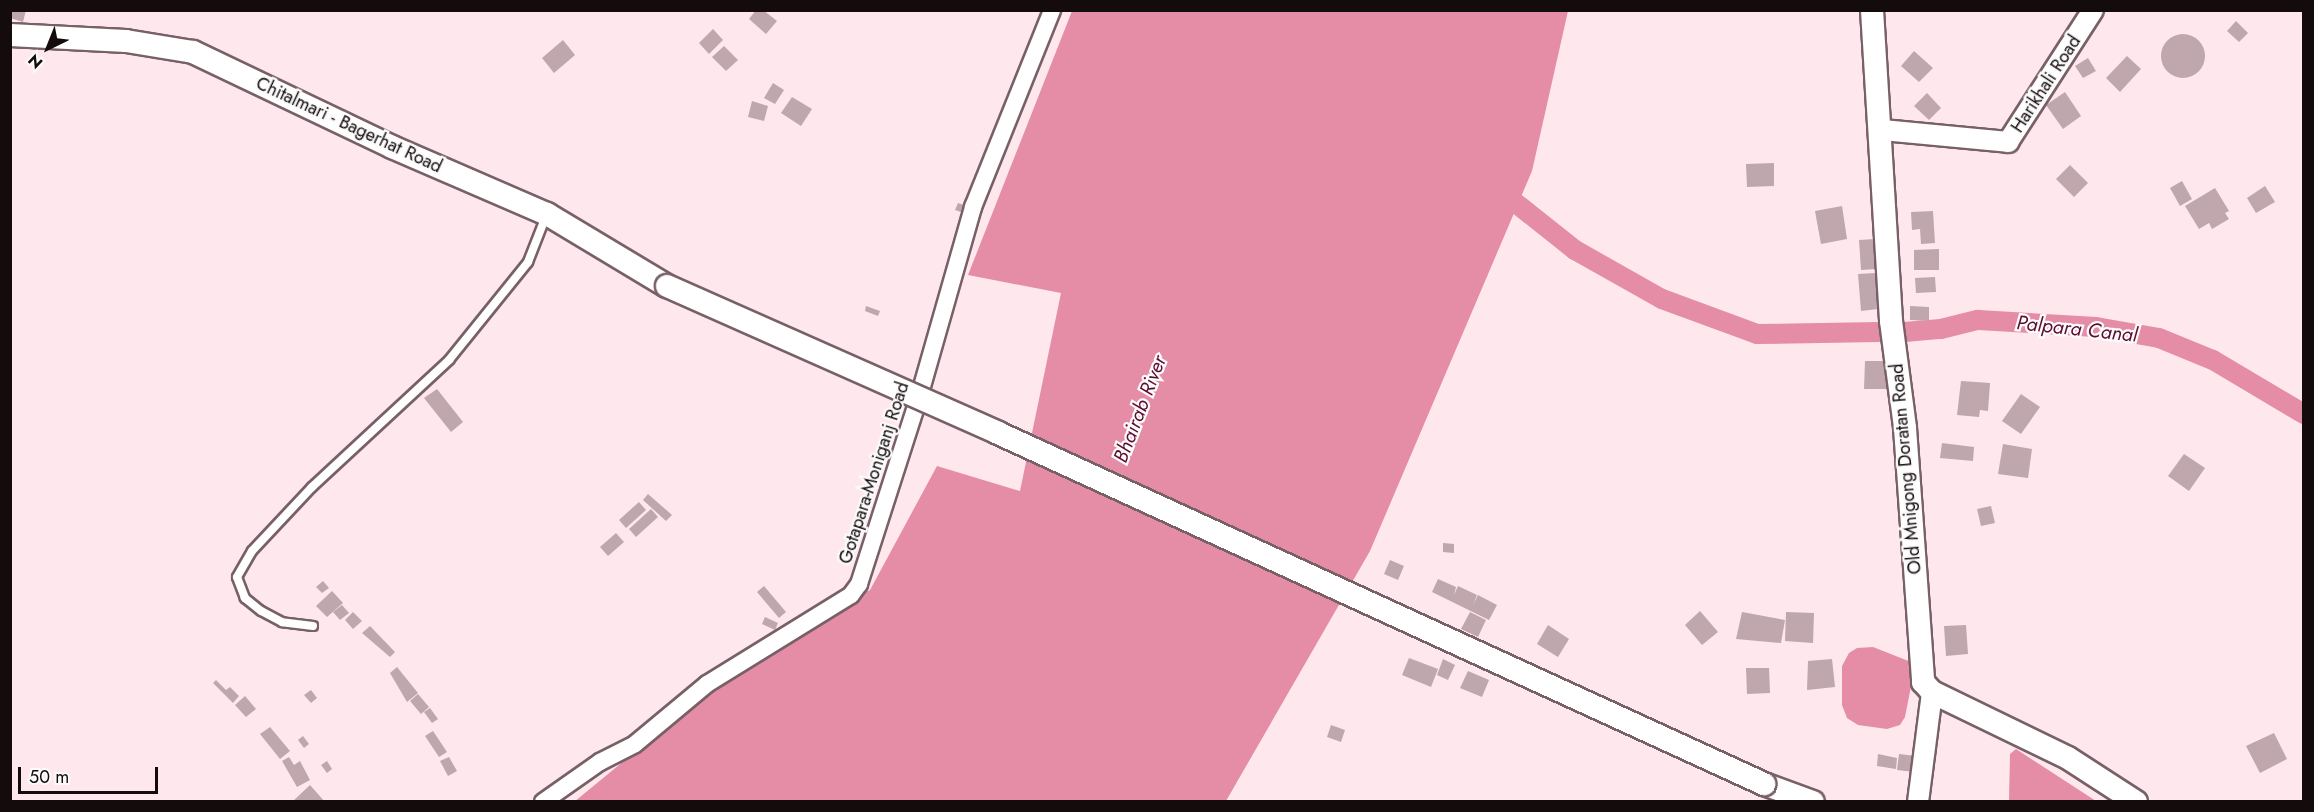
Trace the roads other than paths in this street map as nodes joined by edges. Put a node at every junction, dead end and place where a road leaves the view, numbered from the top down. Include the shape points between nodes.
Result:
1 (1052, 10) edge
2 (1872, 10) edge
3 (2093, 10) edge
4 (10, 35) edge
5 (1882, 130) junction
6 (547, 214) junction
7 (313, 626) dead end
8 (1932, 692) junction
9 (543, 801) edge
10 (1813, 801) edge
11 (1918, 801) edge
12 (2136, 801) edge

1 - 9 street, Gotapara-Moniganj Road via 973,207 919,397 859,584 851,594 707,684 636,744 600,762
2 - 5 main road, Old Mnigong Doratan Road
3 - 5 street, Harikhali Road via 2008,142
4 - 6 main road, Chitalmari - Bagerhat Road via 126,41 193,52 392,147
5 - 8 main road, Old Mnigong Doratan Road via 1891,321 1905,428 1919,655 1923,682
6 - 7 lane via 528,262 449,360 312,488 252,551 237,577 245,598 261,611 282,622
6 - 10 main road, Chitalmari - Bagerhat Road, bridge via 667,286 1764,784
8 - 11 street
8 - 12 main road via 2040,742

---

_What the task requires_
Would you retype every record above exactly, leaving out the pictures?

_Reply_
Trace the roads other than paths in this street map as nodes joined by edges. Put a node at every junction, dead end and place where a road leaves the view, numbered from the top down. Include the shape points between nodes.
Result:
1 (1052, 10) edge
2 (1872, 10) edge
3 (2093, 10) edge
4 (10, 35) edge
5 (1882, 130) junction
6 (547, 214) junction
7 (313, 626) dead end
8 (1932, 692) junction
9 (543, 801) edge
10 (1813, 801) edge
11 (1918, 801) edge
12 (2136, 801) edge

1 - 9 street, Gotapara-Moniganj Road via 973,207 919,397 859,584 851,594 707,684 636,744 600,762
2 - 5 main road, Old Mnigong Doratan Road
3 - 5 street, Harikhali Road via 2008,142
4 - 6 main road, Chitalmari - Bagerhat Road via 126,41 193,52 392,147
5 - 8 main road, Old Mnigong Doratan Road via 1891,321 1905,428 1919,655 1923,682
6 - 7 lane via 528,262 449,360 312,488 252,551 237,577 245,598 261,611 282,622
6 - 10 main road, Chitalmari - Bagerhat Road, bridge via 667,286 1764,784
8 - 11 street
8 - 12 main road via 2040,742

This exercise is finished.